Ms Gillingham said that AWB had formally responded to the Task Force listing its concerns as well as areas where it supported the Taskforce.
"While there is little doubt that the key issues confronting growers have been correctly identified by the Taskforce, AWB is concerned that in several cases the comments and recommendations made do not adequately address the problems identified, and in some instances, have the potential to make matters worse," Ms Gillingham said.
"For example the taskforce correctly identifies that there is a need to attract adequate investment in transport, storage and handling infrastructure, yet has sought to delay the building of new transport assets such as the Grain Consolidation Facilities.
"The Taskforce’s belief that competition is not required in all parts of the supply chain seems to only entrench the position of the monopoly bulk handler.
"It is also of concern that the Taskforce seems only concerned with returning ‘some’ of the supply chain efficiencies to grower through lower prices.
"If this is the case it fails to adequately recognise that under AWB’s constitutional mandate, unlike other industry players, AWB must return all supply chain savings to growers.
"And while AWB agrees with the principle that it makes both commercial sense and road safety sense to get more grain on rail, it is disappointing that the Taskforce would seek to delay Project Broadacre, a major initiative that will ensure more grain on rail," Ms Gillingham said.
In its response AWB has also suggested that there needs to be greater detail with respect to NSW Farmers Association Taskforce recommendation for a grain logistics council.
Ms Gillingham said AWB would find it difficult to support the concept as currently presented as very little detail has been provided in the Green Paper as to how such a group would operate, how many members it would have, what its priorities would be and whether the interest of the grower would be its overriding consideration in deliberations.

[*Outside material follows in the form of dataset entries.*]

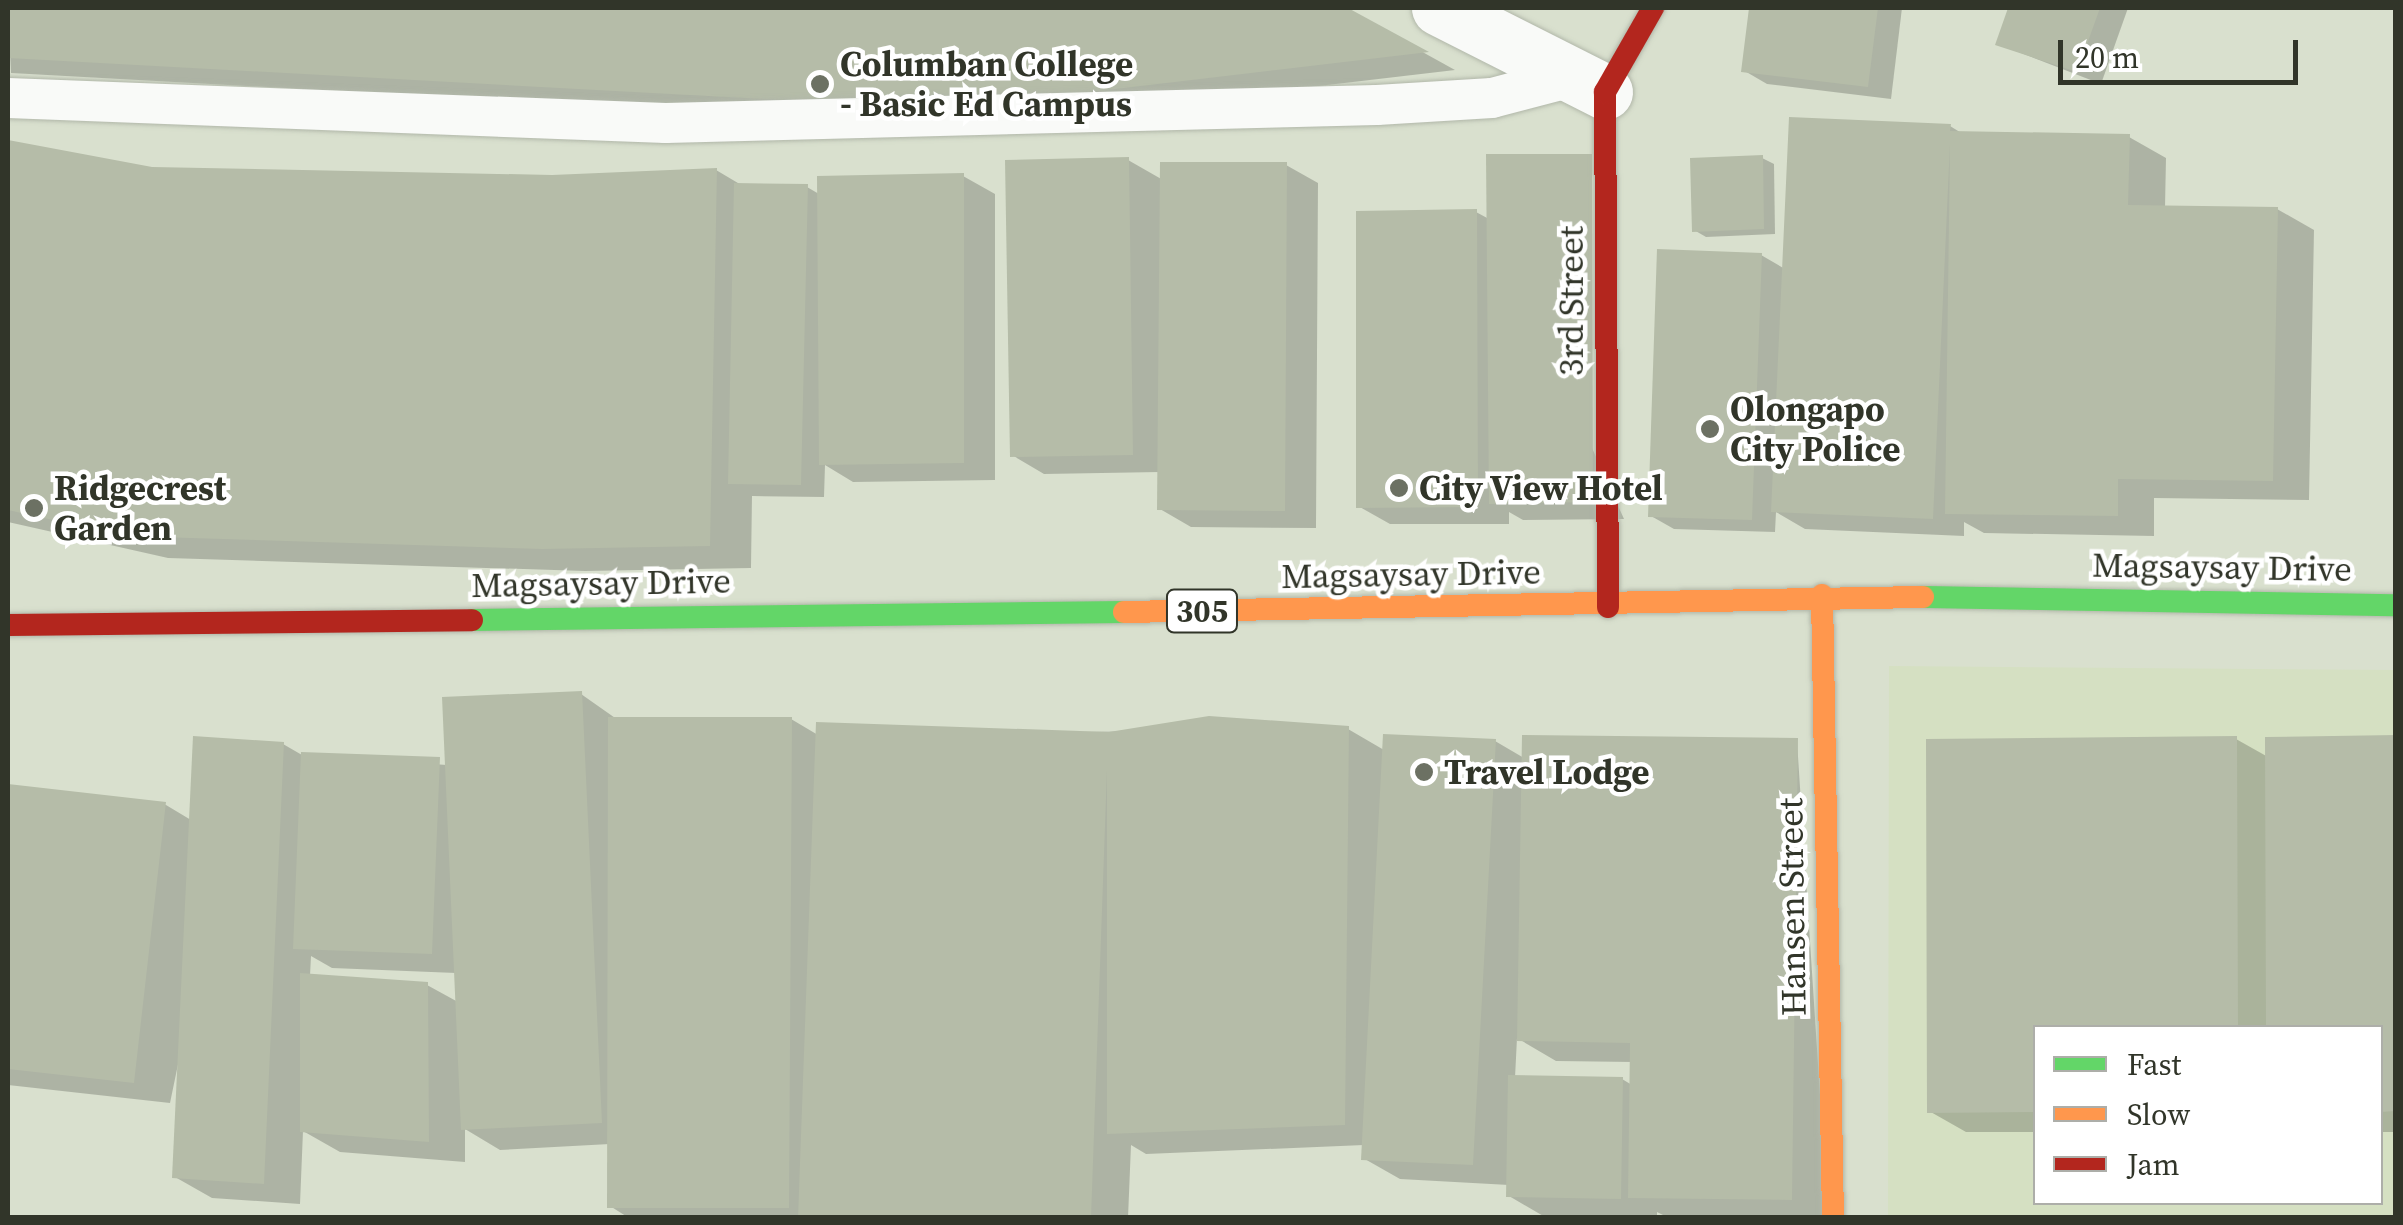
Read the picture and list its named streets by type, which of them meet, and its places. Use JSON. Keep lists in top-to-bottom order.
{
  "streets": {
    "main road": [
      "3rd Street",
      "Magsaysay Drive",
      "305",
      "Hansen Street"
    ]
  },
  "crossings": [
    ["3rd Street", "Magsaysay Drive"],
    ["Magsaysay Drive", "Hansen Street"]
  ],
  "places": [
    "Columban College - Basic Ed Campus",
    "Olongapo City Police",
    "City View Hotel",
    "Ridgecrest Garden",
    "Travel Lodge"
  ],
  "legend": ["Fast", "Slow", "Jam"],
  "scale_bar": "20 m"
}
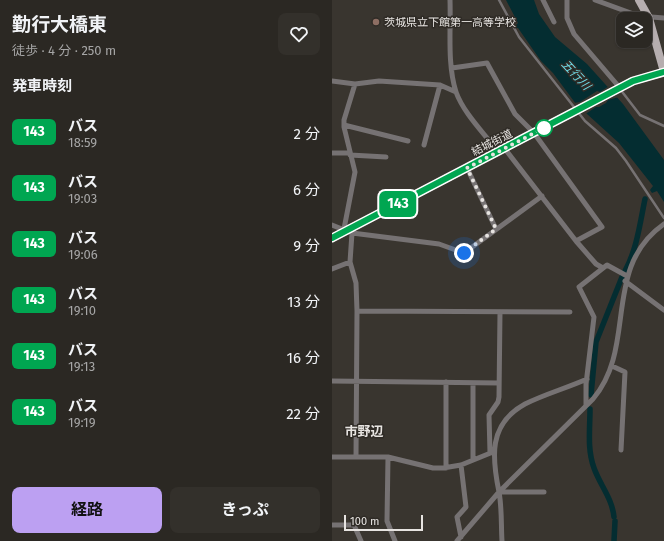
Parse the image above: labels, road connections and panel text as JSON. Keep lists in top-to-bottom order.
{
  "streets": {
    "main road": ["結城街道"]
  },
  "districts": ["市野辺"],
  "water": ["五行川"],
  "places": ["茨城県立下館第一高等学校"],
  "lines": ["bus line 143"],
  "scale_bar": "100 m",
  "page": {
    "heading": [
      ["勤行大橋東", "徒歩 · 4 分 · 250 m"],
      "発車時刻"
    ],
    "on_map": "143",
    "list": [
      {
        "mark": "143",
        "name": "バス",
        "note": "18:59",
        "value": "2 分"
      },
      {
        "mark": "143",
        "name": "バス",
        "note": "19:03",
        "value": "6 分"
      },
      {
        "mark": "143",
        "name": "バス",
        "note": "19:06",
        "value": "9 分"
      },
      {
        "mark": "143",
        "name": "バス",
        "note": "19:10",
        "value": "13 分"
      },
      {
        "mark": "143",
        "name": "バス",
        "note": "19:13",
        "value": "16 分"
      },
      {
        "mark": "143",
        "name": "バス",
        "note": "19:19",
        "value": "22 分"
      }
    ],
    "buttons": ["経路", "きっぷ"],
    "scale": "100 m"
  }
}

Ms Gillingham said there is a policy vacuum on rural infrastructure, with no agency fully understanding or defining the roles for road and rail in serving the grain industry.
"AWB suggests NSW Farmers could be instrumental in developing a NSW Rural Infrastructure Committee to oversee co-ordinated road and rail investment. This committee would be a forum for Federal and State Government agencies to direct road and rail funding in response to local freight issues arising from commercial change occurring in the grain industry.
"It would also have the power to determine the allocation of a portion of Rail Infrastructure Corporation funding priorities, together with Road Traffic Authority funding towards projects directly benefiting the grain sector.
"The NSW Farmers Association would be in an excellent position to coordinate the collation of data on transport issues affecting growers and industry bodies and help government in the establishment of infrastructure priorities," Ms Gillingham said.